- _WORK TASK_
Once the line with "thumb tip: (246, 257)" is found in the entries below, repeat it and each following line exactly, up to and including the line with "index dip: (375, 297)". Add no other lines.

- _DATA SHOWN_
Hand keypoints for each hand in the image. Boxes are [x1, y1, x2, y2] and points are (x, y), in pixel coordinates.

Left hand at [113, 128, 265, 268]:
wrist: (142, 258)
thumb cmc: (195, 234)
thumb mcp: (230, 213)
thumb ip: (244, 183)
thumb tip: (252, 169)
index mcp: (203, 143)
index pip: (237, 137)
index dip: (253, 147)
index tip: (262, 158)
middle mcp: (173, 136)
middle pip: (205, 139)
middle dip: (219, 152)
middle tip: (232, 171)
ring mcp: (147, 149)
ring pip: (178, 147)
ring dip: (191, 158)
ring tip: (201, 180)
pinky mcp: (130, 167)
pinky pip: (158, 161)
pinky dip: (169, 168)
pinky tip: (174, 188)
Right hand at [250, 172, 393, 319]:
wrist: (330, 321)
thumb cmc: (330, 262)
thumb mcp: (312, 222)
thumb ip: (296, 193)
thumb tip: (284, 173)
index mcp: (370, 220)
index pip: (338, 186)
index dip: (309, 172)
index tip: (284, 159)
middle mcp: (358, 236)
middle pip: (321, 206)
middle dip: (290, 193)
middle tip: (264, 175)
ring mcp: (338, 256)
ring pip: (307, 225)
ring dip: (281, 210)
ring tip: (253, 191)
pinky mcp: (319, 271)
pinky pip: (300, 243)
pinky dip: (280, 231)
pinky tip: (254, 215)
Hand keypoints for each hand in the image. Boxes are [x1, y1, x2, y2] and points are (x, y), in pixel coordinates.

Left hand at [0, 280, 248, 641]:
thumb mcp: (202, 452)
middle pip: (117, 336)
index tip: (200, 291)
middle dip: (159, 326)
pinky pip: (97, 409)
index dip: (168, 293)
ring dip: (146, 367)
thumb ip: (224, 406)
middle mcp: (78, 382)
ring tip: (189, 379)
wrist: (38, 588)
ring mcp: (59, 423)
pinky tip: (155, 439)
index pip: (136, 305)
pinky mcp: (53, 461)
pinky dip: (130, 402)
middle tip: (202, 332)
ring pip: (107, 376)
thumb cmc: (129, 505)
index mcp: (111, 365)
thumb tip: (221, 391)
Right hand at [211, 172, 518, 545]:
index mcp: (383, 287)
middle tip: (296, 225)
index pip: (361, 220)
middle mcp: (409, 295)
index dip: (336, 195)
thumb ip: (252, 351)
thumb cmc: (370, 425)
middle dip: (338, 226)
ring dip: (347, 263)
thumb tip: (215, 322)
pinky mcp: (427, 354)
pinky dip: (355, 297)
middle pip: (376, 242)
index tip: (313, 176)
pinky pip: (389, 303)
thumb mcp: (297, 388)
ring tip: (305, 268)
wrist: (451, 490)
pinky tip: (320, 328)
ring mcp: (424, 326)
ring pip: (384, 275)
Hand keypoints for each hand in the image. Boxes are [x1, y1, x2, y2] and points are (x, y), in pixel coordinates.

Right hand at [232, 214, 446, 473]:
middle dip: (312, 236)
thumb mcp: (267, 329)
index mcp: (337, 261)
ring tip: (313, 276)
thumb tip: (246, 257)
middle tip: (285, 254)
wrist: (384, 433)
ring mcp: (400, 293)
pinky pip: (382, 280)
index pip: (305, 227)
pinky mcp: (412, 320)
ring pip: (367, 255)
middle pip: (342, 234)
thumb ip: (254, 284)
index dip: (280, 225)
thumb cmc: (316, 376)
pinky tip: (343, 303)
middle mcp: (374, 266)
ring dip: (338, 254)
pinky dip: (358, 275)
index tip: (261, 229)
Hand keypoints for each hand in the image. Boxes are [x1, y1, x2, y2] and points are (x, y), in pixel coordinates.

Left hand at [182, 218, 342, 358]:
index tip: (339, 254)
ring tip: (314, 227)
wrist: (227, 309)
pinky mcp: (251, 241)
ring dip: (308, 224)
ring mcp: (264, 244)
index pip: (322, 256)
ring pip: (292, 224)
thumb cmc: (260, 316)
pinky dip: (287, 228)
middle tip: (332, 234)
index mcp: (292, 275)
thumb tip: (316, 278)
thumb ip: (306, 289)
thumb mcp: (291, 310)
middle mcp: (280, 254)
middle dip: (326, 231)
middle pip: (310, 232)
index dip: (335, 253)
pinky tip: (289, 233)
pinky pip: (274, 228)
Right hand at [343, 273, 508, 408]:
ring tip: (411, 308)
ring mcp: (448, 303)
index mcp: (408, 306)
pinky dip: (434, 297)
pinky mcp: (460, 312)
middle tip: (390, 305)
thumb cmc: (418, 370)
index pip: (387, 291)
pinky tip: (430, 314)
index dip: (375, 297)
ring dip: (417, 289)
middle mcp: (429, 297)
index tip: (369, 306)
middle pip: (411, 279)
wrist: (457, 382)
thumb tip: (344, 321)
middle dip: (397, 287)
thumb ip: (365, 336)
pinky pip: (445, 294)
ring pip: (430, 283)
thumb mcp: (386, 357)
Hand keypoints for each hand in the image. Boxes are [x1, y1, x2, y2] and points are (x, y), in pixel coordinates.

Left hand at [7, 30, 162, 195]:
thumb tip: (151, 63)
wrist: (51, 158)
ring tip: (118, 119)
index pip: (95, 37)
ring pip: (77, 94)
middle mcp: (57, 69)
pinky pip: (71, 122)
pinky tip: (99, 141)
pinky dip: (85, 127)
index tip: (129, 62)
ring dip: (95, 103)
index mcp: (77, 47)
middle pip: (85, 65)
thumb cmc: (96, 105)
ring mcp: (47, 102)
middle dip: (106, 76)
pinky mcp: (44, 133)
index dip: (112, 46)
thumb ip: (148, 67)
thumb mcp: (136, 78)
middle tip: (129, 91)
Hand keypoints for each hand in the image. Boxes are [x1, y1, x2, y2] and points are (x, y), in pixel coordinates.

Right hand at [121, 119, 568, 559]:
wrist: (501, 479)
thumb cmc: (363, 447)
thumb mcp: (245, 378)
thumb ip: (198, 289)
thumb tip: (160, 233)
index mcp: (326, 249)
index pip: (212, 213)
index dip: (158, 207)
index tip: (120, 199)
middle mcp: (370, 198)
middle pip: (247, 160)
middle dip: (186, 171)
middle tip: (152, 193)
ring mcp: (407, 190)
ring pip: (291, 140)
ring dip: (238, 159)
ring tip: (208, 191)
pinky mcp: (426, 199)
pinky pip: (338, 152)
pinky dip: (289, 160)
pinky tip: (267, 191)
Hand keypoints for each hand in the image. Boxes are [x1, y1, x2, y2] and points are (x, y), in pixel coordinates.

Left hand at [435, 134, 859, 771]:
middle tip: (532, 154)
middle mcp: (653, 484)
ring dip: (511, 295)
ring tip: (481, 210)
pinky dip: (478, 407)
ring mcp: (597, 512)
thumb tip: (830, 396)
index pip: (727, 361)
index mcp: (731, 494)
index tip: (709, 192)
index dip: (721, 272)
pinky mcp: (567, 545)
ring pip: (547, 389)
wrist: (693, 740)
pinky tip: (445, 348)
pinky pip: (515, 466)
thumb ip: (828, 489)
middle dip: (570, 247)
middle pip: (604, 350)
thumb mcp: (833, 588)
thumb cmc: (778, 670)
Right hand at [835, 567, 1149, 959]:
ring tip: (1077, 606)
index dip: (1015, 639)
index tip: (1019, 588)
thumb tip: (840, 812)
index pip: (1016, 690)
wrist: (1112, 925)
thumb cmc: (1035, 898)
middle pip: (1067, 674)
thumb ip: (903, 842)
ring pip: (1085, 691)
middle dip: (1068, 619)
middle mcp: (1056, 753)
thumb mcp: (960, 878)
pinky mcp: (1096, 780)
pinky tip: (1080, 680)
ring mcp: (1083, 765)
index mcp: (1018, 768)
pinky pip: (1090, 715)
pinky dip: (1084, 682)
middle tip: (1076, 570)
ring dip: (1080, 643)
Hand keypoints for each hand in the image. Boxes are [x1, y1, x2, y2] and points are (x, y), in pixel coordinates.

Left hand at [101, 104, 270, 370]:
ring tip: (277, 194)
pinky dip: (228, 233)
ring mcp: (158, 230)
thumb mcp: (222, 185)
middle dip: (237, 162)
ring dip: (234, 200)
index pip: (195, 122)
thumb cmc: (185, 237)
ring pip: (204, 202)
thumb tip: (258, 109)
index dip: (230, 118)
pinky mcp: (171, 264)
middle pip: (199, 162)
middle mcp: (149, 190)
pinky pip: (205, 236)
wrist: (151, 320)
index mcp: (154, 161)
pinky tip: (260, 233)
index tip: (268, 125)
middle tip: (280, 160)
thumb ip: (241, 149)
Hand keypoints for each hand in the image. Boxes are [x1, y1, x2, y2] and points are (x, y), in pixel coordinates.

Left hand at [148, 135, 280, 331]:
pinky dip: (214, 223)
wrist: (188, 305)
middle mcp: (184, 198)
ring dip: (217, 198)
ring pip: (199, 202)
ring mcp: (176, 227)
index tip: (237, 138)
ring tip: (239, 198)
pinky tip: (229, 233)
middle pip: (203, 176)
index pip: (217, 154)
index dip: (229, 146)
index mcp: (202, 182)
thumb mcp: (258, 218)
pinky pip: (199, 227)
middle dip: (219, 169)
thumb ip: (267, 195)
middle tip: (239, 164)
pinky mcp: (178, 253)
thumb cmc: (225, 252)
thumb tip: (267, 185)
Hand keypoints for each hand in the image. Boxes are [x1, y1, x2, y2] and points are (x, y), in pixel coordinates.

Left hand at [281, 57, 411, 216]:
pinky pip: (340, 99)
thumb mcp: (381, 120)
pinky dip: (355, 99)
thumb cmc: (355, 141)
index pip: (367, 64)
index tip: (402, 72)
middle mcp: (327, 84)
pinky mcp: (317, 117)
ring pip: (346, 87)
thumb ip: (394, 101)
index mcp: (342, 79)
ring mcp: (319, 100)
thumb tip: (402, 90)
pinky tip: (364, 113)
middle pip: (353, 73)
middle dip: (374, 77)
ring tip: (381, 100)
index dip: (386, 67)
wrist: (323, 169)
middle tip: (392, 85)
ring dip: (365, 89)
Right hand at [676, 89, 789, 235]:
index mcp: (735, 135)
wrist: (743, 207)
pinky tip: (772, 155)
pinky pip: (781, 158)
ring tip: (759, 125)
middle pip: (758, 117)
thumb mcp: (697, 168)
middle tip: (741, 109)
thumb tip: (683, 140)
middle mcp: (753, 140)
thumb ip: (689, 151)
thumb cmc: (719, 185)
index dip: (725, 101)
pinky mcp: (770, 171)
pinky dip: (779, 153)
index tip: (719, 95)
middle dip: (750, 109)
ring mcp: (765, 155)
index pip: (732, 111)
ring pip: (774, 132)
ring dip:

- _RESULT_
thumb tip: (246, 257)
middle tip: (285, 254)
wrist: (384, 433)
ring mcp: (400, 293)
pinky pip: (382, 280)
index pip: (305, 227)
pinky mcp: (412, 320)
ring pip: (367, 255)
middle pip: (342, 234)
thumb ip: (254, 284)
index dip: (280, 225)
thumb cmc: (316, 376)
pinky tip: (343, 303)
middle mcp: (374, 266)
ring dip: (338, 254)
pinky dip: (358, 275)
index tip: (261, 229)
Hand keypoints for each hand in the image. Boxes are [x1, y1, x2, y2] and points are (x, y), in pixel coordinates.

Left hand at [182, 218, 342, 358]:
index tip: (339, 254)
ring tip: (314, 227)
wrist: (227, 309)
pinky mcp: (251, 241)
ring dip: (308, 224)
ring mcp: (264, 244)
index pip: (322, 256)
ring pip: (292, 224)
thumb cmc: (260, 316)
pinky dip: (287, 228)
middle tip: (332, 234)
index mcp: (292, 275)
thumb tip: (316, 278)
thumb ip: (306, 289)
thumb mcp: (291, 310)
middle mcp: (280, 254)
middle dip: (326, 231)
middle pip: (310, 232)
index dip: (335, 253)
pinky tip: (289, 233)
pinky pip: (274, 228)
Right hand at [343, 273, 508, 408]:
ring tip: (411, 308)
ring mcp: (448, 303)
index mcp: (408, 306)
pinky dip: (434, 297)
pinky mcp: (460, 312)
middle tip: (390, 305)
thumb cmc: (418, 370)
index pip: (387, 291)
pinky tip: (430, 314)
index dip: (375, 297)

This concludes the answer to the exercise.